Implementing Splunk 7(Third Edition)
上QQ阅读APP看书,第一时间看更新

Using stats to aggregate values

While top is very convenient, stats is extremely versatile. The basic structure of a stats statement is:

stats functions by fields 

Many of the functions available in stats mimic similar functions in SQL or Excel, but there are many functions unique to Splunk too. The simplest stats function is count. Given the following query, the results will contain exactly one row, with a value for the field count:

sourcetype=tm1* error | stats count

Using the by clause, stats will produce one row per unique value for each field listed, which is similar to the behavior of top. Run the following query:

sourcetype=tm1* error | stats count by date_month date_wday

It will produce a table like this:

There are a few things to note about these results:

  • The results are sorted against the values of the by fields, in this case, date_month followed by date_wday. Unlike top, the largest value will not necessarily be at the top of the list. You can sort in the GUI simply by clicking on the field names at the top of the table, or by using the sort command.
  • There is no limit to the number of rows produced. The number of rows will equal all possible combinations of field values.
  • The function results are displayed last. In the next example, we will add a few more functions, and this will become more obvious.

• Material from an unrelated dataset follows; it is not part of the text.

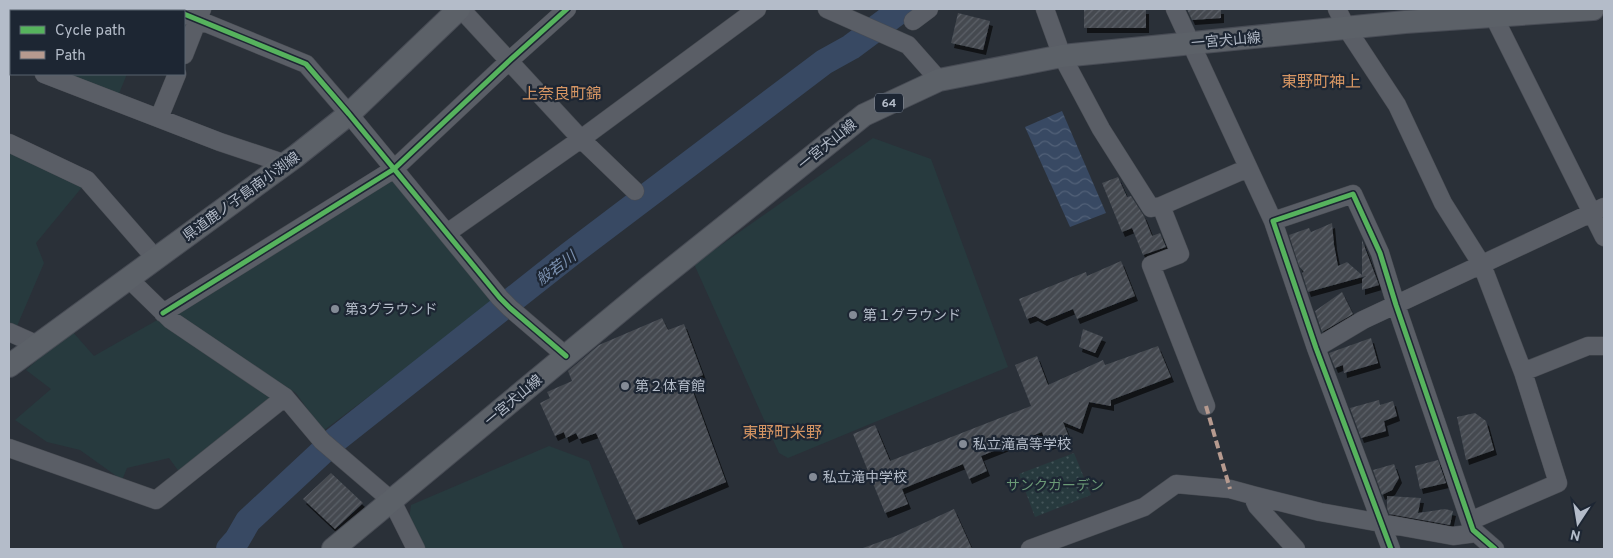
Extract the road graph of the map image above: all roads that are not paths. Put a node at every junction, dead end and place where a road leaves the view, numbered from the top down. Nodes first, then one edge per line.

Using stats, you can add as many by fields or functions as you want into a single statement. Let's run this query:

sourcetype=tm1* error | stats count avg(linecount) max(linecount) 
as "Slowest Time" by date_month date_wday

The results look like those in the following screenshot:

Let's step through every part of this query, just to be clear:

  • sourcetype=tm1* error is the query itself
  • | stats starts the stats command
  • count will return the number of events
  • avg(linecount) produces an average value of the linecount field
  • max(linecount) as Slowest Time finds the maximum value of the linecount field and places the value in a field called Slowest Time

The quotes are necessary ("Slowest Time") because the field name contains a space:

  • by indicates that we are done listing functions and want to list the fields to slice the data by. If the data does not need to be sliced, by and the fields following it can be omitted.
  • date_month and date_wday are our fields for slicing the data. All functions are actually run against each set of data produced for every possible combination of date_month and date_user.

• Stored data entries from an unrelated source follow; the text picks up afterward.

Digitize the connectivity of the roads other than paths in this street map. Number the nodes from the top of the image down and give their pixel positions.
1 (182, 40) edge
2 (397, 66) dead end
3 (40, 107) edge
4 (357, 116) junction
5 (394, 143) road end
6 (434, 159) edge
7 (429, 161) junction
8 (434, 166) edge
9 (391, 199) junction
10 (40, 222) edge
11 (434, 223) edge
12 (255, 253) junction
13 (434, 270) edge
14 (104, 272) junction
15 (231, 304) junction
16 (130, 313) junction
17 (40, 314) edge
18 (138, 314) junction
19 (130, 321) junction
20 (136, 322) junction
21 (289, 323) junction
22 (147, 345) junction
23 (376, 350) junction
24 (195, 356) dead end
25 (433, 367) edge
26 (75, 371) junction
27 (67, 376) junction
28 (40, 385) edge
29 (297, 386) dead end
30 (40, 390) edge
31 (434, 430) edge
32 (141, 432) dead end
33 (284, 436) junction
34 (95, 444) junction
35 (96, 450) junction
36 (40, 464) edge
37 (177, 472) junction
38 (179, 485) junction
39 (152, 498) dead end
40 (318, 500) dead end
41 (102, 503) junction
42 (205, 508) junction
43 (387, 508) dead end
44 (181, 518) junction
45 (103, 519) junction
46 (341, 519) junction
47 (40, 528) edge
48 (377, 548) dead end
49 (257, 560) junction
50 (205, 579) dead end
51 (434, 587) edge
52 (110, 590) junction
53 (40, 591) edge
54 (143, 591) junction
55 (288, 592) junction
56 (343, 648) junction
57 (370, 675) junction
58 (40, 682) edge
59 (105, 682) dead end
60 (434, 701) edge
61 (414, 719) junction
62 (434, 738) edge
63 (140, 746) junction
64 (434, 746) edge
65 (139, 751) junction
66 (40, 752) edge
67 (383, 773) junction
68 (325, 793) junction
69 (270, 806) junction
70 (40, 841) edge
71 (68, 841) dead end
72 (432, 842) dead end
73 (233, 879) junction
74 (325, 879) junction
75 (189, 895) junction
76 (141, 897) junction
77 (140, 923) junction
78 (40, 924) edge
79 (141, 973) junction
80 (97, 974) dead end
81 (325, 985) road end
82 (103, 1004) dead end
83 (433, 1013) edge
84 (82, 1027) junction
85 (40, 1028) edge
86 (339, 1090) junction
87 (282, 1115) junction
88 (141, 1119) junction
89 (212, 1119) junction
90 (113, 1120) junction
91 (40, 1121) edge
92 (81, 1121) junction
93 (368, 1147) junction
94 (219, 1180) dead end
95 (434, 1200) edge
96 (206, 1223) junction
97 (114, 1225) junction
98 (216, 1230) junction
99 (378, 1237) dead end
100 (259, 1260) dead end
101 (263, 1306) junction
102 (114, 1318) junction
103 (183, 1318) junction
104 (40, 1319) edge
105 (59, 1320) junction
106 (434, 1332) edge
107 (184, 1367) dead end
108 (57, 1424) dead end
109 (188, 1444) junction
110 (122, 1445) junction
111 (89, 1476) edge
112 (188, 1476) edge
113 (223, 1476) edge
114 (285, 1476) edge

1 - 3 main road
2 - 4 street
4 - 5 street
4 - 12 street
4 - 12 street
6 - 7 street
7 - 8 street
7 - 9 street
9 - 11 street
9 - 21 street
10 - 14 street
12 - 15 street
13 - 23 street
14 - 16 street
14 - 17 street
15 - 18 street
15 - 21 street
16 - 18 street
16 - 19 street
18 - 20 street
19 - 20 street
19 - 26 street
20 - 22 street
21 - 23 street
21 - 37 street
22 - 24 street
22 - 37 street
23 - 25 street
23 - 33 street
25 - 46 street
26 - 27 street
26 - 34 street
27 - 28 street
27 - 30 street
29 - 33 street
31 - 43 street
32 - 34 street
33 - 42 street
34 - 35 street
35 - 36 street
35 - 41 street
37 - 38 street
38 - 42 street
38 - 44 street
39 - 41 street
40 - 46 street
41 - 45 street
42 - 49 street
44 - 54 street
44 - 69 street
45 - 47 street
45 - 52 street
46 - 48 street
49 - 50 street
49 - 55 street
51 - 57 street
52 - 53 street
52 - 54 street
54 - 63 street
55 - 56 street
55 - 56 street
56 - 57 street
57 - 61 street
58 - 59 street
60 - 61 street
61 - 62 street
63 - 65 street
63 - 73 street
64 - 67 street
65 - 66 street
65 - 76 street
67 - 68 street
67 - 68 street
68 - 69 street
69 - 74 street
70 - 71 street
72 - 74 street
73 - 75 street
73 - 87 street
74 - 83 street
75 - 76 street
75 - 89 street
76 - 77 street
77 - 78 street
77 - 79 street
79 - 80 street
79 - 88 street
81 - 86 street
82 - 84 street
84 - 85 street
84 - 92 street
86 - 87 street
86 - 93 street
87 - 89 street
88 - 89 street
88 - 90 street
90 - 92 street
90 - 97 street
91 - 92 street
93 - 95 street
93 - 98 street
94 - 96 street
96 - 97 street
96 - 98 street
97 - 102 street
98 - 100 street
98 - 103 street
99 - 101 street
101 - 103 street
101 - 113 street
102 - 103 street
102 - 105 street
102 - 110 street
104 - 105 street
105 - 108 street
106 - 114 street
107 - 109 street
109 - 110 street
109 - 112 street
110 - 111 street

If an event is missing a field that is referenced in a stats command, you may not see the results you are expecting. For instance, when computing an average, you may wish for events missing a field to count as zeros in the average. Also, for events that do not contain a field listed in the by fields, the event will simply be ignored.

To deal with both of these cases, you can use the fillnull command to make sure that the fields you want exist. We will cover this in Chapter 6, Advanced Search Examples.

Let's look at another example, using a time-based function and a little trick. Let's say we want to know the most recent time at which a particular user saw an error each day.

We can use the following query:

sourcetype=tm1* Error TheUser="Admin" | stats count 
first(date_wday) max(_time) as _time by source

This query produces the following table:

Let's step through this example:

  • sourcetype=tm1* Error TheUser="Admin" is the query that will find all errors logged by the user "Admin".
  • | stats is our command.
  • count shows how many times this user saw an error each day.
  • first(date_wday) gives us the weekday that was most recently logged for this user. This will be the most recent event, since results are returned in the order of the most recent first.
  • max(_time) as _time returns the time at which the user most recently saw an error that day. This takes advantage of three aspects of time in Splunk:
    • _time is always present in raw events. As discussed in Chapter 2, Understanding Search, the value is the number of seconds since January 1, 1970, UTC.
    • _time is stored as a number and can be treated as such.
    • If there is a field called _time in the results, Splunk will always display the value as the first column of a table in the time zone selected by the user.
  • by source is our field to split the results against, and in this example, it is done by data source or the error log file where the error(s) were found.

We have only seen a few functions in stats. There are dozens of functions and some advanced syntax that we will touch upon in later chapters. The simplest way to find the full listing is to search with your favorite search engine for the Splunk stats functions.